Records shown
▬▬▬▬▬▬

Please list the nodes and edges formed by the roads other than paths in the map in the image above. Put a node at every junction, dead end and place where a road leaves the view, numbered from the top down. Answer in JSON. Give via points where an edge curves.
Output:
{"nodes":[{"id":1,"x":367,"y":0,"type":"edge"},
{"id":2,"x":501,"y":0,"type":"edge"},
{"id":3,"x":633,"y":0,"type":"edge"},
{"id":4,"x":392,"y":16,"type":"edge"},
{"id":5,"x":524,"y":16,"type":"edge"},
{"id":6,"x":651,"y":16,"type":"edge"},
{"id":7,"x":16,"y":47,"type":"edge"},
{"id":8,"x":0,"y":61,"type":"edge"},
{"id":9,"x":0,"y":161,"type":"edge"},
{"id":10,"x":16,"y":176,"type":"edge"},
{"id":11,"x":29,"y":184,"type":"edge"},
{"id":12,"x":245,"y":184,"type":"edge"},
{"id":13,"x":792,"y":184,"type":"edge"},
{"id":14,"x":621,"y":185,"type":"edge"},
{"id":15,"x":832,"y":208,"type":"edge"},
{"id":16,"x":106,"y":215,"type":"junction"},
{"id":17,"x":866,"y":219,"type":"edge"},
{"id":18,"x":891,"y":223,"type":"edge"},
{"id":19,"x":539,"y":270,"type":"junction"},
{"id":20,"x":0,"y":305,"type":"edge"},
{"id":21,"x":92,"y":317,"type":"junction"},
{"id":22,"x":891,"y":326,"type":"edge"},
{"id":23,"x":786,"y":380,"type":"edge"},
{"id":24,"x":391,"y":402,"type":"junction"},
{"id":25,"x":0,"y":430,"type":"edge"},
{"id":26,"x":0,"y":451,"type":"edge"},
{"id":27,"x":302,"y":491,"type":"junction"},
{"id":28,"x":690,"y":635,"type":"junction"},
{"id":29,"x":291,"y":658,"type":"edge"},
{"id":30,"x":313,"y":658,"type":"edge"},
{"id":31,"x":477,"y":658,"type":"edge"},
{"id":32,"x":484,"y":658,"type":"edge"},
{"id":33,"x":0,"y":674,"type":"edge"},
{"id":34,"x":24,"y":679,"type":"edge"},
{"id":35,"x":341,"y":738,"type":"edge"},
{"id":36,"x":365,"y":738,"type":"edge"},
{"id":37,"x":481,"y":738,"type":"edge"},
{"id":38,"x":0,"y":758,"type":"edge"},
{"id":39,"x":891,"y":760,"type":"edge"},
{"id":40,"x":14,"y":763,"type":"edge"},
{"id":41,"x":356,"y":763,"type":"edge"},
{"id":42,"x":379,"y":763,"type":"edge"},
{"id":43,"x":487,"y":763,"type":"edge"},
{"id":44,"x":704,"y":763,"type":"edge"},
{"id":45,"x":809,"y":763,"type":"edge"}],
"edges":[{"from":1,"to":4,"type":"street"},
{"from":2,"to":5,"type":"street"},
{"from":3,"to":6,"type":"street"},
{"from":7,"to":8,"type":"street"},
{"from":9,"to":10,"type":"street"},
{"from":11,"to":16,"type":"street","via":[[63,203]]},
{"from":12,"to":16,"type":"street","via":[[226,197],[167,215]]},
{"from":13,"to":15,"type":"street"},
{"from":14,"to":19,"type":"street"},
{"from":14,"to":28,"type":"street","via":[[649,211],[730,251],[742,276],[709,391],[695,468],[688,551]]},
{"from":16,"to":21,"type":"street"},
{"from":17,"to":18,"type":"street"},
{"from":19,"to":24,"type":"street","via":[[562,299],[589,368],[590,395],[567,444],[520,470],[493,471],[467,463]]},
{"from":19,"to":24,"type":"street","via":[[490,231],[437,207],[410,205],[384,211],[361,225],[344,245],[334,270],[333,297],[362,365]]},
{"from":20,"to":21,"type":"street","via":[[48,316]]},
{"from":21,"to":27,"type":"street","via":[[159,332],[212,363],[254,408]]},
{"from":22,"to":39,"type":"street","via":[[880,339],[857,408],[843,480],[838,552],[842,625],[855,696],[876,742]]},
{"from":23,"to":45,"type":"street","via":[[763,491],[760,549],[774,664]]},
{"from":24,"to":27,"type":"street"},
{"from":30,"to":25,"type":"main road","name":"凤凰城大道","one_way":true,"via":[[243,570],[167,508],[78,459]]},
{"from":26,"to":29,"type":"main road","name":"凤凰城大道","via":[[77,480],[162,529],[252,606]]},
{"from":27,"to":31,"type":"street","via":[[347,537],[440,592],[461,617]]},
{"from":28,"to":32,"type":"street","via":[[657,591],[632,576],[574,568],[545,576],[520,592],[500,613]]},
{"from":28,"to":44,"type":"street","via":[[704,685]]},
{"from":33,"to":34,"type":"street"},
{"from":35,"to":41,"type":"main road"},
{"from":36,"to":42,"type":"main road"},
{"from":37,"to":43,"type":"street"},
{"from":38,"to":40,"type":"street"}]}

▬▬▬▬▬▬

To do
Reproduce all the data precisely, word for word.

Exercise answer
Please list the nodes and edges formed by the roads other than paths in the map in the image above. Put a node at every junction, dead end and place where a road leaves the view, numbered from the top down. Answer in JSON. Give via points where an edge curves.
Output:
{"nodes":[{"id":1,"x":367,"y":0,"type":"edge"},
{"id":2,"x":501,"y":0,"type":"edge"},
{"id":3,"x":633,"y":0,"type":"edge"},
{"id":4,"x":392,"y":16,"type":"edge"},
{"id":5,"x":524,"y":16,"type":"edge"},
{"id":6,"x":651,"y":16,"type":"edge"},
{"id":7,"x":16,"y":47,"type":"edge"},
{"id":8,"x":0,"y":61,"type":"edge"},
{"id":9,"x":0,"y":161,"type":"edge"},
{"id":10,"x":16,"y":176,"type":"edge"},
{"id":11,"x":29,"y":184,"type":"edge"},
{"id":12,"x":245,"y":184,"type":"edge"},
{"id":13,"x":792,"y":184,"type":"edge"},
{"id":14,"x":621,"y":185,"type":"edge"},
{"id":15,"x":832,"y":208,"type":"edge"},
{"id":16,"x":106,"y":215,"type":"junction"},
{"id":17,"x":866,"y":219,"type":"edge"},
{"id":18,"x":891,"y":223,"type":"edge"},
{"id":19,"x":539,"y":270,"type":"junction"},
{"id":20,"x":0,"y":305,"type":"edge"},
{"id":21,"x":92,"y":317,"type":"junction"},
{"id":22,"x":891,"y":326,"type":"edge"},
{"id":23,"x":786,"y":380,"type":"edge"},
{"id":24,"x":391,"y":402,"type":"junction"},
{"id":25,"x":0,"y":430,"type":"edge"},
{"id":26,"x":0,"y":451,"type":"edge"},
{"id":27,"x":302,"y":491,"type":"junction"},
{"id":28,"x":690,"y":635,"type":"junction"},
{"id":29,"x":291,"y":658,"type":"edge"},
{"id":30,"x":313,"y":658,"type":"edge"},
{"id":31,"x":477,"y":658,"type":"edge"},
{"id":32,"x":484,"y":658,"type":"edge"},
{"id":33,"x":0,"y":674,"type":"edge"},
{"id":34,"x":24,"y":679,"type":"edge"},
{"id":35,"x":341,"y":738,"type":"edge"},
{"id":36,"x":365,"y":738,"type":"edge"},
{"id":37,"x":481,"y":738,"type":"edge"},
{"id":38,"x":0,"y":758,"type":"edge"},
{"id":39,"x":891,"y":760,"type":"edge"},
{"id":40,"x":14,"y":763,"type":"edge"},
{"id":41,"x":356,"y":763,"type":"edge"},
{"id":42,"x":379,"y":763,"type":"edge"},
{"id":43,"x":487,"y":763,"type":"edge"},
{"id":44,"x":704,"y":763,"type":"edge"},
{"id":45,"x":809,"y":763,"type":"edge"}],
"edges":[{"from":1,"to":4,"type":"street"},
{"from":2,"to":5,"type":"street"},
{"from":3,"to":6,"type":"street"},
{"from":7,"to":8,"type":"street"},
{"from":9,"to":10,"type":"street"},
{"from":11,"to":16,"type":"street","via":[[63,203]]},
{"from":12,"to":16,"type":"street","via":[[226,197],[167,215]]},
{"from":13,"to":15,"type":"street"},
{"from":14,"to":19,"type":"street"},
{"from":14,"to":28,"type":"street","via":[[649,211],[730,251],[742,276],[709,391],[695,468],[688,551]]},
{"from":16,"to":21,"type":"street"},
{"from":17,"to":18,"type":"street"},
{"from":19,"to":24,"type":"street","via":[[562,299],[589,368],[590,395],[567,444],[520,470],[493,471],[467,463]]},
{"from":19,"to":24,"type":"street","via":[[490,231],[437,207],[410,205],[384,211],[361,225],[344,245],[334,270],[333,297],[362,365]]},
{"from":20,"to":21,"type":"street","via":[[48,316]]},
{"from":21,"to":27,"type":"street","via":[[159,332],[212,363],[254,408]]},
{"from":22,"to":39,"type":"street","via":[[880,339],[857,408],[843,480],[838,552],[842,625],[855,696],[876,742]]},
{"from":23,"to":45,"type":"street","via":[[763,491],[760,549],[774,664]]},
{"from":24,"to":27,"type":"street"},
{"from":30,"to":25,"type":"main road","name":"凤凰城大道","one_way":true,"via":[[243,570],[167,508],[78,459]]},
{"from":26,"to":29,"type":"main road","name":"凤凰城大道","via":[[77,480],[162,529],[252,606]]},
{"from":27,"to":31,"type":"street","via":[[347,537],[440,592],[461,617]]},
{"from":28,"to":32,"type":"street","via":[[657,591],[632,576],[574,568],[545,576],[520,592],[500,613]]},
{"from":28,"to":44,"type":"street","via":[[704,685]]},
{"from":33,"to":34,"type":"street"},
{"from":35,"to":41,"type":"main road"},
{"from":36,"to":42,"type":"main road"},
{"from":37,"to":43,"type":"street"},
{"from":38,"to":40,"type":"street"}]}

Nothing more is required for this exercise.